-------- Input for this task

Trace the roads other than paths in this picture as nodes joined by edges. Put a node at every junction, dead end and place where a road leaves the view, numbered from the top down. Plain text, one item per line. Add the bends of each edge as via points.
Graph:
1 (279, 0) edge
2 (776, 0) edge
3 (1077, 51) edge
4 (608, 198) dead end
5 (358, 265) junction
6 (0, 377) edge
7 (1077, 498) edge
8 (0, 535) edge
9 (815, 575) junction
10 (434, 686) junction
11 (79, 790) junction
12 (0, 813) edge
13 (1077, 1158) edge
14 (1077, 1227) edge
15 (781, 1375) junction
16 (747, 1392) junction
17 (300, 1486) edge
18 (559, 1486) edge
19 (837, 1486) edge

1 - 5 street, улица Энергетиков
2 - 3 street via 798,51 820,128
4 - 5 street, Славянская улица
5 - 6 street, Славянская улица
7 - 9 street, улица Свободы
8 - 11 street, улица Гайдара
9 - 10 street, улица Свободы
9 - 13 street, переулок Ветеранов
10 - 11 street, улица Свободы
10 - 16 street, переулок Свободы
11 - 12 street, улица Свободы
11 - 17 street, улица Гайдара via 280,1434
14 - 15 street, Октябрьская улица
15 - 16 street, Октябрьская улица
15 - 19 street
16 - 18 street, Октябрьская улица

----------------

# [Directions for this task]
Each entry above is to be transcribed exactly as it was written.

# [Response area]
Trace the roads other than paths in this picture as nodes joined by edges. Put a node at every junction, dead end and place where a road leaves the view, numbered from the top down. Plain text, one item per line. Add the bends of each edge as via points.
Graph:
1 (279, 0) edge
2 (776, 0) edge
3 (1077, 51) edge
4 (608, 198) dead end
5 (358, 265) junction
6 (0, 377) edge
7 (1077, 498) edge
8 (0, 535) edge
9 (815, 575) junction
10 (434, 686) junction
11 (79, 790) junction
12 (0, 813) edge
13 (1077, 1158) edge
14 (1077, 1227) edge
15 (781, 1375) junction
16 (747, 1392) junction
17 (300, 1486) edge
18 (559, 1486) edge
19 (837, 1486) edge

1 - 5 street, улица Энергетиков
2 - 3 street via 798,51 820,128
4 - 5 street, Славянская улица
5 - 6 street, Славянская улица
7 - 9 street, улица Свободы
8 - 11 street, улица Гайдара
9 - 10 street, улица Свободы
9 - 13 street, переулок Ветеранов
10 - 11 street, улица Свободы
10 - 16 street, переулок Свободы
11 - 12 street, улица Свободы
11 - 17 street, улица Гайдара via 280,1434
14 - 15 street, Октябрьская улица
15 - 16 street, Октябрьская улица
15 - 19 street
16 - 18 street, Октябрьская улица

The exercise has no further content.